Listed entries
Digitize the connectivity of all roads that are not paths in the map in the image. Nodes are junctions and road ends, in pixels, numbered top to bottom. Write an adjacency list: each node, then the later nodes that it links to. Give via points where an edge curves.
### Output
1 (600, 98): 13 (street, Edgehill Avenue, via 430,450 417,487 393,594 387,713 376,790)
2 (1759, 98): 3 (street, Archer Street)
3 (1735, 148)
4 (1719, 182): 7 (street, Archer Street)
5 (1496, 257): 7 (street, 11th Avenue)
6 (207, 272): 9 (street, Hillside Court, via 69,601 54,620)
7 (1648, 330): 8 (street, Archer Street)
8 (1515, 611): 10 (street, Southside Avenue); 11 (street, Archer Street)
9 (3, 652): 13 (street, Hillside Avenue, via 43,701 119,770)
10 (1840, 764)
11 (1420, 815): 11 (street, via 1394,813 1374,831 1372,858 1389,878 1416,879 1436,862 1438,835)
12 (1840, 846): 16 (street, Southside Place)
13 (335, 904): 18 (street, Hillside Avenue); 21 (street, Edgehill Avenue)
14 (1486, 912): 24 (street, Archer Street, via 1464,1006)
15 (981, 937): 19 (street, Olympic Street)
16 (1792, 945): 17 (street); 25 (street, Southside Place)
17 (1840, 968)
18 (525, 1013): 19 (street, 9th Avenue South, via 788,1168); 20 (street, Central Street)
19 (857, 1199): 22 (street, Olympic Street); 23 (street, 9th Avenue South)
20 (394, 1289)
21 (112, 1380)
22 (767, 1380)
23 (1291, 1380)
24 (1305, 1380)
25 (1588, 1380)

Task details
Output the full listing again, exactly as it stands above.

Exercise result
Digitize the connectivity of all roads that are not paths in the map in the image. Nodes are junctions and road ends, in pixels, numbered top to bottom. Write an adjacency list: each node, then the later nodes that it links to. Give via points where an edge curves.
### Output
1 (600, 98): 13 (street, Edgehill Avenue, via 430,450 417,487 393,594 387,713 376,790)
2 (1759, 98): 3 (street, Archer Street)
3 (1735, 148)
4 (1719, 182): 7 (street, Archer Street)
5 (1496, 257): 7 (street, 11th Avenue)
6 (207, 272): 9 (street, Hillside Court, via 69,601 54,620)
7 (1648, 330): 8 (street, Archer Street)
8 (1515, 611): 10 (street, Southside Avenue); 11 (street, Archer Street)
9 (3, 652): 13 (street, Hillside Avenue, via 43,701 119,770)
10 (1840, 764)
11 (1420, 815): 11 (street, via 1394,813 1374,831 1372,858 1389,878 1416,879 1436,862 1438,835)
12 (1840, 846): 16 (street, Southside Place)
13 (335, 904): 18 (street, Hillside Avenue); 21 (street, Edgehill Avenue)
14 (1486, 912): 24 (street, Archer Street, via 1464,1006)
15 (981, 937): 19 (street, Olympic Street)
16 (1792, 945): 17 (street); 25 (street, Southside Place)
17 (1840, 968)
18 (525, 1013): 19 (street, 9th Avenue South, via 788,1168); 20 (street, Central Street)
19 (857, 1199): 22 (street, Olympic Street); 23 (street, 9th Avenue South)
20 (394, 1289)
21 (112, 1380)
22 (767, 1380)
23 (1291, 1380)
24 (1305, 1380)
25 (1588, 1380)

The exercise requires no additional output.